Subsurface barriers have been proposed to protect coastal aquifers from sea-level rise induced seawater intrusion, but the
potential for groundwater emergence near subsurface barriers remains unknown. Here, we investigated how emergence
changes groundwater flow conditions and influences the protective performance of subsurface barriers with sea-level rise. We
tested the subterranean consequences of sea-level rise for cutoff walls and subsurface dams with cross-shore groundwater
flow and salt transport models, investigating how barrier design, aquifer properties, and hydrological conditions control the
potential for emergence, groundwater partitioning at the barrier, and seawater intrusion with sea-level rise. We find that most
subsurface infrastructure cannot prevent seawater intrusion and emergence simultaneously. Subsurface dams spanning more
than half of the aquifer thickness created emergence hazards and subsequent groundwater partitioning for all scenarios tested.

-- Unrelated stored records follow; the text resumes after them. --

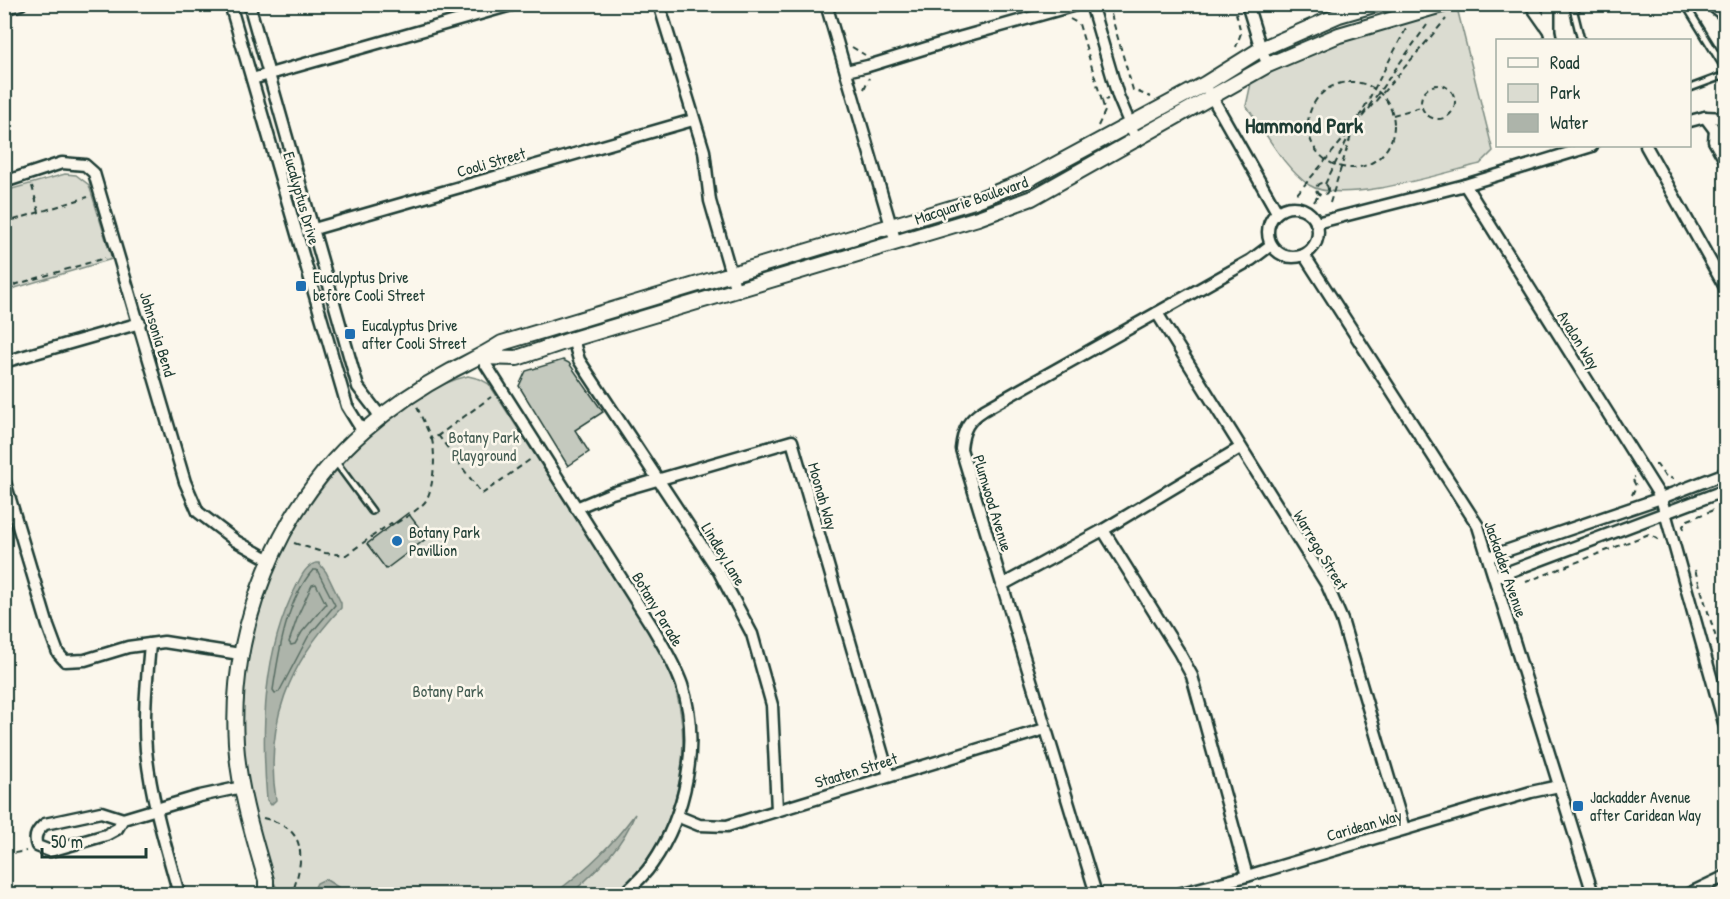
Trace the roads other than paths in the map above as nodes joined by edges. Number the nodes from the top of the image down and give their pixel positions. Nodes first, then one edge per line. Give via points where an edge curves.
1 (21, 4) edge
2 (230, 4) edge
3 (249, 4) edge
4 (515, 4) edge
5 (658, 4) edge
6 (826, 4) edge
7 (1079, 4) edge
8 (1091, 4) edge
9 (1247, 4) edge
10 (1377, 4) edge
11 (1530, 4) edge
12 (1549, 4) edge
13 (1579, 4) edge
14 (1685, 4) edge
15 (1715, 4) edge
16 (4, 9) edge
17 (1447, 10) edge
18 (1725, 13) edge
19 (1410, 15) edge
20 (1550, 36) edge
21 (1581, 39) edge
22 (1261, 49) junction
23 (1268, 66) junction
24 (846, 71) junction
25 (269, 75) junction
26 (252, 79) junction
27 (1205, 84) junction
28 (1691, 87) edge
29 (1212, 97) junction
30 (1704, 117) junction
31 (1725, 118) edge
32 (693, 120) junction
33 (1691, 120) edge
34 (1129, 124) junction
35 (1715, 131) junction
36 (1137, 141) junction
37 (1725, 145) edge
38 (1579, 147) edge
39 (1647, 147) edge
40 (1725, 162) edge
41 (4, 182) edge
42 (1465, 185) junction
43 (1277, 212) junction
44 (1316, 223) junction
45 (891, 226) junction
46 (313, 229) junction
47 (297, 234) junction
48 (896, 243) junction
49 (1271, 245) junction
50 (1304, 255) junction
51 (732, 275) junction
52 (1725, 289) edge
53 (736, 291) junction
54 (1157, 313) junction
55 (140, 323) junction
56 (573, 339) junction
57 (481, 357) junction
58 (4, 362) edge
59 (381, 417) junction
60 (363, 432) junction
61 (1240, 448) junction
62 (335, 461) junction
63 (1725, 473) edge
64 (4, 479) edge
65 (660, 480) junction
66 (1725, 490) edge
67 (1660, 498) junction
68 (576, 508) junction
69 (372, 512) dead end
70 (1663, 513) junction
71 (1103, 530) junction
72 (1488, 557) junction
73 (270, 560) junction
74 (1494, 577) junction
75 (1002, 585) junction
76 (150, 644) junction
77 (240, 654) junction
78 (1045, 729) junction
79 (1725, 729) edge
80 (889, 776) junction
81 (1559, 786) junction
82 (242, 788) junction
83 (156, 810) junction
84 (777, 810) junction
85 (677, 816) junction
86 (123, 819) junction
87 (1404, 829) junction
88 (1248, 876) junction
89 (1725, 876) edge
90 (266, 887) edge
91 (179, 894) edge
92 (276, 894) edge
93 (624, 894) edge
94 (1096, 894) edge
95 (1178, 894) edge
96 (1593, 894) edge
97 (1688, 894) edge

1 - 16 street
2 - 26 street, Eucalyptus Drive
3 - 25 street, Eucalyptus Drive
4 - 25 street
5 - 32 street
6 - 24 street
7 - 24 street
8 - 34 street
9 - 22 street
10 - 22 street, Macquarie Boulevard via 1339,15
11 - 20 street
12 - 20 street
13 - 21 lane via 1574,12
14 - 28 lane via 1725,69 1725,75
15 - 18 main road
17 - 19 street, Macquarie Boulevard
19 - 23 street, Macquarie Boulevard via 1340,35
22 - 23 street
22 - 27 street, Macquarie Boulevard
23 - 29 street, Macquarie Boulevard
24 - 45 street
25 - 26 street
25 - 46 street, Eucalyptus Drive
26 - 47 street, Eucalyptus Drive
27 - 29 street
27 - 34 street, Macquarie Boulevard
29 - 36 street, Macquarie Boulevard
29 - 43 street
30 - 31 street
30 - 33 street
30 - 35 street
32 - 46 street, Cooli Street
32 - 51 street via 704,151 710,201
34 - 36 street
34 - 45 street, Macquarie Boulevard via 1025,181
35 - 37 street
35 - 40 street via 1714,141
36 - 48 street, Macquarie Boulevard via 1032,198
38 - 42 street
39 - 52 street
41 - 55 street, Johnsonia Bend via 62,163 85,165 94,173
42 - 44 street
42 - 67 street, Avalon Way
43 - 44 street via 1299,208 1307,211
43 - 49 street via 1267,231
44 - 50 street via 1316,242
45 - 48 street
45 - 51 street, Macquarie Boulevard
46 - 47 street, Cooli Street
46 - 59 street, Eucalyptus Drive via 358,387
47 - 60 street, Eucalyptus Drive via 347,406
48 - 53 street, Macquarie Boulevard
49 - 50 street via 1285,257
49 - 54 street, Plumwood Avenue
50 - 72 street, Jackadder Avenue via 1478,525
51 - 53 street
51 - 57 street, Macquarie Boulevard via 528,334 502,343
53 - 56 street, Macquarie Boulevard
54 - 61 street, Warrego Street
54 - 75 street, Plumwood Avenue via 968,421 961,449
55 - 58 street
55 - 73 street, Johnsonia Bend via 185,482 198,512 236,541
56 - 57 street, Macquarie Boulevard via 517,358
56 - 65 street, Lindley Lane via 579,360
57 - 59 street, Macquarie Boulevard via 451,371
57 - 68 street, Botany Parade
59 - 60 street, Macquarie Boulevard
60 - 62 street, Macquarie Boulevard
61 - 71 street
61 - 87 street, Warrego Street via 1327,585 1342,620
62 - 69 lane
62 - 73 street, Macquarie Boulevard via 288,525
63 - 67 street
64 - 76 street via 58,653 65,661
65 - 68 street, Moonah Way
65 - 80 street, Moonah Way via 792,441
65 - 84 street, Lindley Lane via 718,570 752,634 772,705
66 - 70 street
67 - 70 street, Avalon Way
67 - 72 street
68 - 85 street, Botany Parade via 653,628 682,687 690,755
70 - 74 street
70 - 79 street, Avalon Way
71 - 75 street
71 - 88 street via 1192,676
72 - 74 street, Jackadder Avenue
73 - 77 street, Macquarie Boulevard
74 - 81 street, Jackadder Avenue
75 - 78 street, Plumwood Avenue
76 - 77 street via 164,642
76 - 83 street via 146,750
77 - 82 street, Macquarie Boulevard via 236,742
78 - 80 street, Staaten Street
78 - 94 street, Plumwood Avenue
80 - 84 street, Staaten Street
81 - 87 street, Caridean Way
81 - 96 street, Jackadder Avenue
82 - 83 street
82 - 90 street, Macquarie Boulevard
83 - 86 street
83 - 91 street
84 - 85 street, Staaten Street via 727,826 699,825
85 - 93 street, Botany Parade via 651,867
86 - 86 street via 101,812 45,824 35,836 37,846 50,851 106,835 117,829
87 - 88 street, Caridean Way
88 - 95 street, Caridean Way
89 - 97 street
90 - 92 street, Macquarie Boulevard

Cutoff walls were less effective at reducing seawater intrusion for all opening sizes but could reduce the emergence potential
compared to similarly sized subsurface dams. Our results demonstrate the challenging trade-offs in mitigating the coastal
groundwater hazards of seawater intrusion and emergence with sea-level rise, where pumping may be needed to minimize the
potential for groundwater flooding inland of protective infrastructure that could intercept groundwater flow.